Louis Urbina, Pine City, appellant in person.
Eliot Spitzer, Attorney-General (Alicia R. Ouellette of counsel), Albany, for respondent.
Before: CARDONA, P.J., CREW III, SPAIN, CARPINELLO and MUGGLIN, JJ.
MEMORANDUM AND ORDER
Petitioner, a prison inmate, challenges a determination denying his request to restore his good-time credits. A review was conducted by the Time Allowance Committee (hereinafter TAC) on October 29, 1998. At that time, the maximum amount of good time available to petitioner was five years; however, as a result of several prior tier III disciplinary hearings, it had been recommended that petitioner lose a total of three years of good time. At the TAC hearing, petitioner's requests for an employee assistant, to call witnesses and that the review be electronically recorded were denied. Thereafter, upon its review the TAC determined that petitioner was not entitled to any restoration of his good-time allowance, which determination was upheld on administrative appeals. Petitioner subsequently commenced this CPLR article 78 proceeding seeking restoration of the three years of good time. According to petitioner, his constitutional rights were violated by the denial of an opportunity to call witnesses, an assistant and a recording of the hearing. Supreme Court dismissed the proceeding and we affirm.

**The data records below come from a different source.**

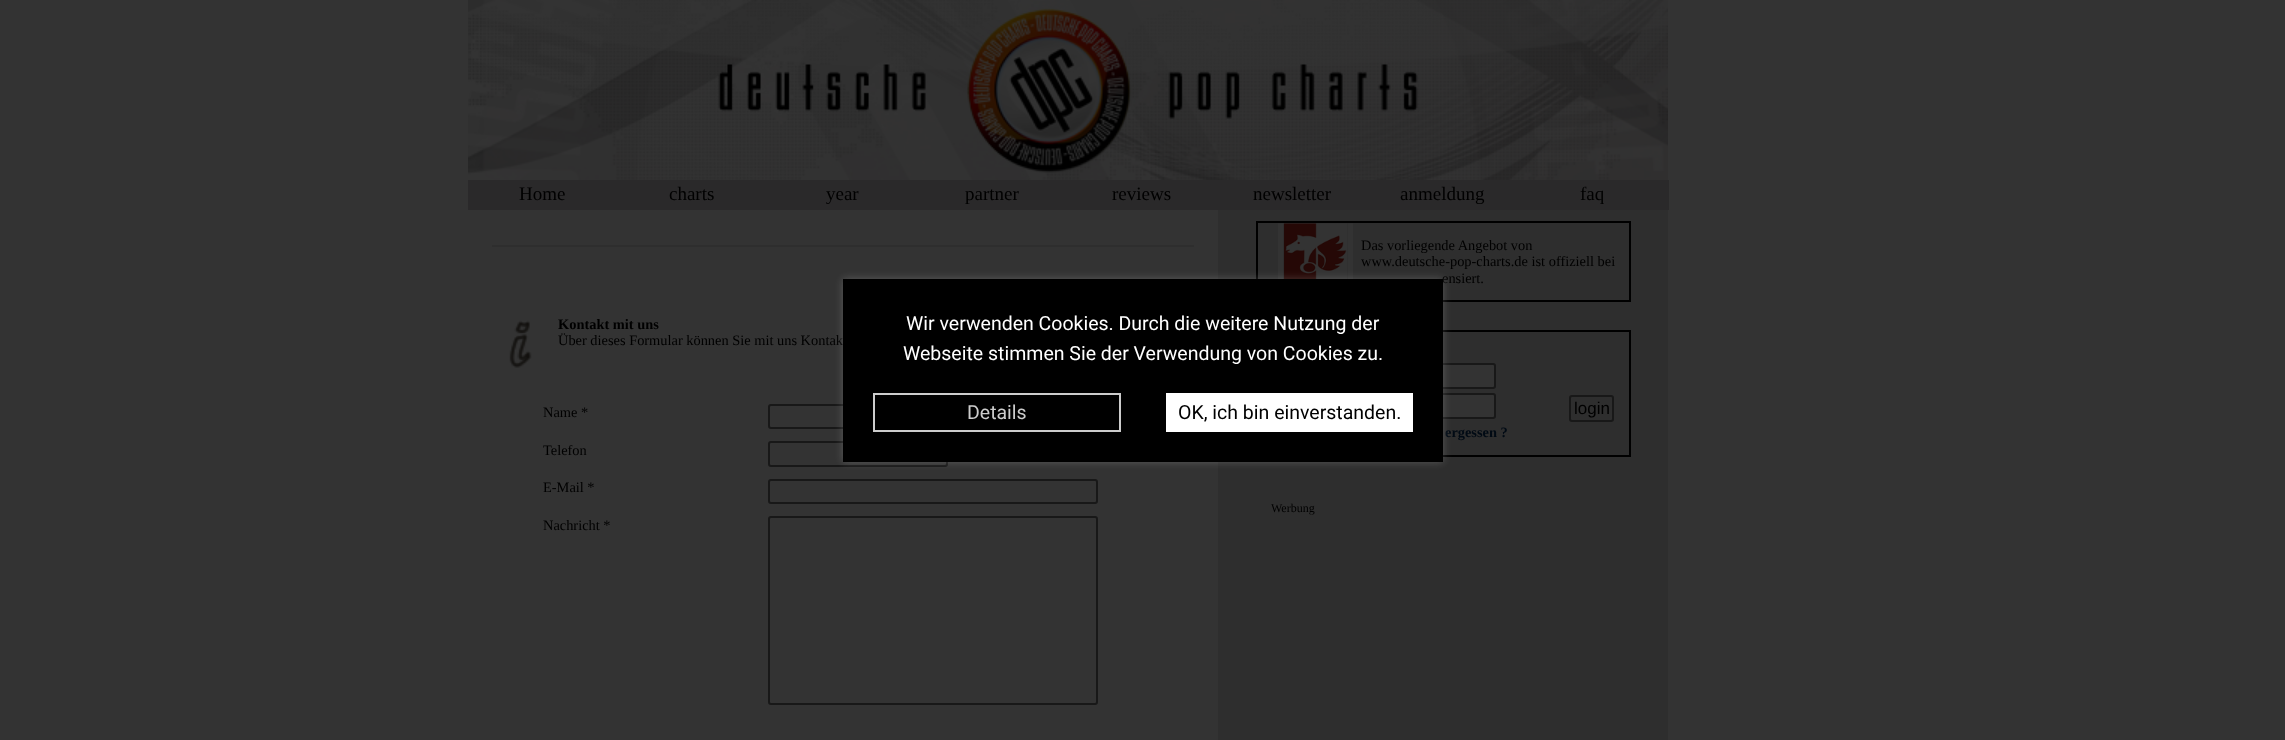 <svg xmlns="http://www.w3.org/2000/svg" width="2285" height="740">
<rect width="100%" height="100%" fill="#333"/>
<image x="468" y="0" width="1200" height="180" href="media/1.png"/>
<rect x="468" y="180" width="1200" height="3" fill="#2a292a"/>
<rect x="617" y="180" width="1" height="30" fill="#2a292a"/>
<rect x="468" y="206" width="150" height="4" fill="#2a292a"/>
<rect x="468" y="183" width="149" height="23" fill="#2a292a"/>
<text x="519" y="200" style="font-family:Liberation Serif;font-size:19px;fill:#000">Home</text>
<rect x="767" y="180" width="1" height="30" fill="#2a292a"/>
<rect x="618" y="206" width="150" height="4" fill="#2a292a"/>
<rect x="618" y="183" width="149" height="23" fill="#2a292a"/>
<text x="669" y="200" style="font-family:Liberation Serif;font-size:19px;fill:#000">charts</text>
<rect x="917" y="180" width="1" height="30" fill="#2a292a"/>
<rect x="768" y="206" width="150" height="4" fill="#2a292a"/>
<rect x="768" y="183" width="149" height="23" fill="#2a292a"/>
<text x="826" y="200" style="font-family:Liberation Serif;font-size:19px;fill:#000">year</text>
<rect x="1067" y="180" width="1" height="30" fill="#2a292a"/>
<rect x="918" y="206" width="150" height="4" fill="#2a292a"/>
<rect x="918" y="183" width="149" height="23" fill="#2a292a"/>
<text x="965" y="200" style="font-family:Liberation Serif;font-size:19px;fill:#000">partner</text>
<rect x="1217" y="180" width="1" height="30" fill="#2a292a"/>
<rect x="1068" y="206" width="150" height="4" fill="#2a292a"/>
<rect x="1068" y="183" width="149" height="23" fill="#2a292a"/>
<text x="1112" y="200" style="font-family:Liberation Serif;font-size:19px;fill:#000">reviews</text>
<rect x="1367" y="180" width="1" height="30" fill="#2a292a"/>
<rect x="1218" y="206" width="150" height="4" fill="#2a292a"/>
<rect x="1218" y="183" width="149" height="23" fill="#2a292a"/>
<text x="1253" y="200" style="font-family:Liberation Serif;font-size:19px;fill:#000">newsletter</text>
<rect x="1517" y="180" width="1" height="30" fill="#2a292a"/>
<rect x="1368" y="206" width="150" height="4" fill="#2a292a"/>
<rect x="1368" y="183" width="149" height="23" fill="#2a292a"/>
<text x="1400" y="200" style="font-family:Liberation Serif;font-size:19px;fill:#000">anmeldung</text>
<rect x="1667" y="180" width="2" height="30" fill="#2a292a"/>
<rect x="1518" y="206" width="150" height="4" fill="#2a292a"/>
<rect x="1518" y="183" width="149" height="23" fill="#2a292a"/>
<text x="1580" y="200" style="font-family:Liberation Serif;font-size:19px;fill:#000">faq</text>
<rect x="492" y="245" width="702" height="2" fill="#2e2e2e"/>
<image x="509" y="320" width="23" height="48" href="media/2.png"/>
<text x="558" y="329" style="font-family:Liberation Serif;font-size:14.4px;font-weight:bold;fill:#000">Kontakt mit uns</text>
<text x="558" y="345" style="font-family:Liberation Serif;font-size:14.4px;fill:#000">Über dieses Formular können Sie mit uns Kontak</text>
<text x="543" y="417" style="font-family:Liberation Serif;font-size:14.4px;fill:#000">Name *</text>
<rect x="769" y="405" width="328" height="23" rx="2" fill="none" stroke="#181818" stroke-width="2"/>
<text x="543" y="455" style="font-family:Liberation Serif;font-size:14.4px;fill:#000">Telefon</text>
<rect x="769" y="442" width="178" height="24" rx="2" fill="none" stroke="#181818" stroke-width="2"/>
<text x="543" y="492" style="font-family:Liberation Serif;font-size:14.4px;fill:#000">E-Mail *</text>
<rect x="769" y="480" width="328" height="23" rx="2" fill="none" stroke="#181818" stroke-width="2"/>
<text x="543" y="530" style="font-family:Liberation Serif;font-size:14.4px;fill:#000">Nachricht *</text>
<rect x="769" y="517" width="328" height="187" rx="2" fill="none" stroke="#181818" stroke-width="2"/>
<rect x="1218" y="210" width="450" height="530" fill="#2e2e2e"/>
<rect x="1256" y="221" width="375" height="2" fill="#000"/>
<rect x="1629" y="221" width="2" height="81" fill="#000"/>
<rect x="1443" y="300" width="188" height="2" fill="#000"/>
<rect x="1256" y="221" width="2" height="58" fill="#000"/>
<image x="1278" y="223" width="75" height="56" href="media/3.png"/>
<text x="1361" y="250" style="font-family:Liberation Serif;font-size:14.4px;fill:#000">Das vorliegende Angebot von</text>
<text x="1361" y="266" style="font-family:Liberation Serif;font-size:14.4px;fill:#000">www.deutsche-pop-charts.de ist offiziell bei</text>
<text x="1442" y="283" style="font-family:Liberation Serif;font-size:14.4px;fill:#000">ensiert.</text>
<rect x="1443" y="330" width="188" height="2" fill="#000"/>
<rect x="1629" y="330" width="2" height="126" fill="#000"/>
<rect x="1443" y="455" width="188" height="2" fill="#000"/>
<rect x="1347" y="364" width="148" height="24" rx="2" fill="#333" stroke="#181818" stroke-width="2"/>
<rect x="1347" y="394" width="148" height="24" rx="2" fill="#333" stroke="#181818" stroke-width="2"/>
<rect x="1570" y="396" width="43" height="25" rx="2" fill="none" stroke="#181818" stroke-width="2"/>
<text x="1574" y="414" style="font-family:Liberation Sans;font-size:17px;fill:#000">login</text>
<text x="1445" y="437" style="font-family:Liberation Serif;font-size:14.4px;font-weight:bold;fill:#000a14">ergessen ?</text>
<text x="1271" y="512" style="font-family:Liberation Serif;font-size:12px;fill:#000">Werbung</text>
<rect x="843" y="279" width="600" height="183" fill="#ffffff33" filter="blur(4px)"/>
<rect x="843" y="279" width="600" height="183" fill="#000"/>
<text x="906" y="330" style="font-family:Roboto;font-size:19.5px;fill:#fff">Wir verwenden Cookies. Durch die weitere Nutzung der</text>
<text x="903" y="360" style="font-family:Roboto;font-size:19.5px;fill:#fff">Webseite stimmen Sie der Verwendung von Cookies zu.</text>
<rect x="874" y="394" width="246" height="37" fill="none" stroke="#ccc" stroke-width="2"/>
<text x="967" y="419" style="font-family:Roboto;font-size:19.5px;fill:#ccc">Details</text>
<rect x="1166" y="393" width="247" height="39" fill="#fff"/>
<text x="1178" y="419" style="font-family:Roboto;font-size:19.5px;fill:#000">OK, ich bin einverstanden.</text>
</svg> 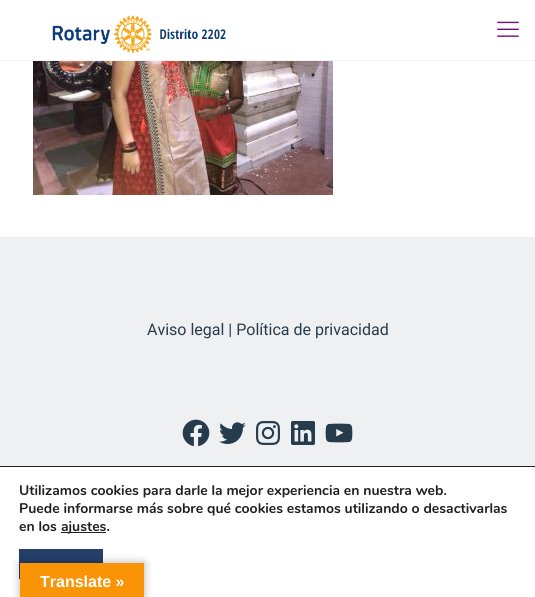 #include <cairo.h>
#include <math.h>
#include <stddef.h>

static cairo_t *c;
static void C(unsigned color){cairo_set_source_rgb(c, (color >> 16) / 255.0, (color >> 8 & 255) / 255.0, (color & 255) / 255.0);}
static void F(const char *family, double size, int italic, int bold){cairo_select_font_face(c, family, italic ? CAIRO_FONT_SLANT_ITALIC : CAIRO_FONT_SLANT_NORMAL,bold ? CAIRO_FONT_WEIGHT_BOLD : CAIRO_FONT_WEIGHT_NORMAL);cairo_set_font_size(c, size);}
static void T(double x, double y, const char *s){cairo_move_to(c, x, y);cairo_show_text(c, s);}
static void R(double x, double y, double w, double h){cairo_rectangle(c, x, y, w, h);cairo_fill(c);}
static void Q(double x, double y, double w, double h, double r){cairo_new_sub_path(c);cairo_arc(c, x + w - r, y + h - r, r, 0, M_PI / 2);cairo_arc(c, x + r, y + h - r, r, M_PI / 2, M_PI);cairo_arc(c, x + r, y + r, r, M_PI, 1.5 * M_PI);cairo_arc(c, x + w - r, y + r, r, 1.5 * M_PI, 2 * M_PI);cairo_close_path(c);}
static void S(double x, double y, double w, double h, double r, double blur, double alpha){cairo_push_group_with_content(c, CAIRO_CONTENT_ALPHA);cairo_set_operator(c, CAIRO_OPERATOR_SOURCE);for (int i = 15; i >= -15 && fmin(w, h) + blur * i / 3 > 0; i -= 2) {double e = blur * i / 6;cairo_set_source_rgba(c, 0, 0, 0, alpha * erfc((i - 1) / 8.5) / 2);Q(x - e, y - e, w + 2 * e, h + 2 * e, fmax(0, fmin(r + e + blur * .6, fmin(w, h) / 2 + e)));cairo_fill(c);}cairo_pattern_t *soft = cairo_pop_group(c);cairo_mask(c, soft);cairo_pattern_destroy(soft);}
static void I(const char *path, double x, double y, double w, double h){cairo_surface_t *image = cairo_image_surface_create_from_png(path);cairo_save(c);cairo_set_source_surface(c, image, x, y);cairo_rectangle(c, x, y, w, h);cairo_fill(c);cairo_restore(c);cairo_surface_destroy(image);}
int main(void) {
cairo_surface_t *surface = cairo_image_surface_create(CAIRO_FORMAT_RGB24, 535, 597);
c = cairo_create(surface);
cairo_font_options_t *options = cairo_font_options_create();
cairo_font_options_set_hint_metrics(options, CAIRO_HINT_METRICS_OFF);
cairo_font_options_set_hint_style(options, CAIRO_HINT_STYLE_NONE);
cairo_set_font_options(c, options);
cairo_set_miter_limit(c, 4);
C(0xffffff);
cairo_paint(c);
C(0xf2f2f2);
R(0,60,535,1);
I("1.png",52,15,174,38);
I("2.png",497,21,22,16);
I("3.png",33,61,300,134);
C(0xeff0f1);
R(0,237,535,229);
F("Roboto",16,0,0);
C(0x263b4c);
T(147,335,"Aviso legal | Política de privacidad");
I("4.png",182,419,28,28);
I("5.png",219,422,27,22);
I("6.png",256,421,24,24);
I("7.png",291,421,24,24);
I("8.png",325,423,28,20);
C(0x202020);
R(0,466,535,1);
F("Nunito",14,0,1);
T(19,495,"Utilizamos cookies para darle la mejor experiencia en nuestra web.");
T(19,513,"Puede informarse más sobre qué cookies estamos utilizando o desactivarlas");
T(19,531,"en los");
R(61,532,45,1);
T(61,531,"ajustes.");
C(0x243f6a);
R(19,549,84,30);
C(0x000000);
S(20,563,124,34,0,4.5,.3);
C(0xf89406);
R(20,563,124,34);
F("Liberation Sans",16,0,1);
C(0xffffff);
T(40,587,"Translate »");
cairo_surface_write_to_png(surface, "o.png");
cairo_font_options_destroy(options);
cairo_destroy(c);
cairo_surface_destroy(surface);
return 0;
}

We are guided by the principle that "any decision affecting good time allowances shall not be reviewed so long as it is made in accordance with the law" (Matter of Staples v. Goord, 263 A.D.2d 943, 944, 695 N.Y.S.2d 190, 191, lv denied 94 N.Y.2d 755). Pursuant to Correction Law § 803 Correct. (1) (a), good time may be canceled for violation of institutional rules. Since petitioner's loss of good time was a result of prior disciplinary hearings, petitioner was not entitled to another hearing, under 7 N.Y.CRR part 261 (see, 7 NYCRR 261.4 [a]; People ex rel. Hawkins v. Scully, 151 A.D.2d 527, 528).
Cardona, P.J., Crew III, Spain, Carpinello and Mugglin, JJ., concur.
ORDERED that the judgment is affirmed, without costs.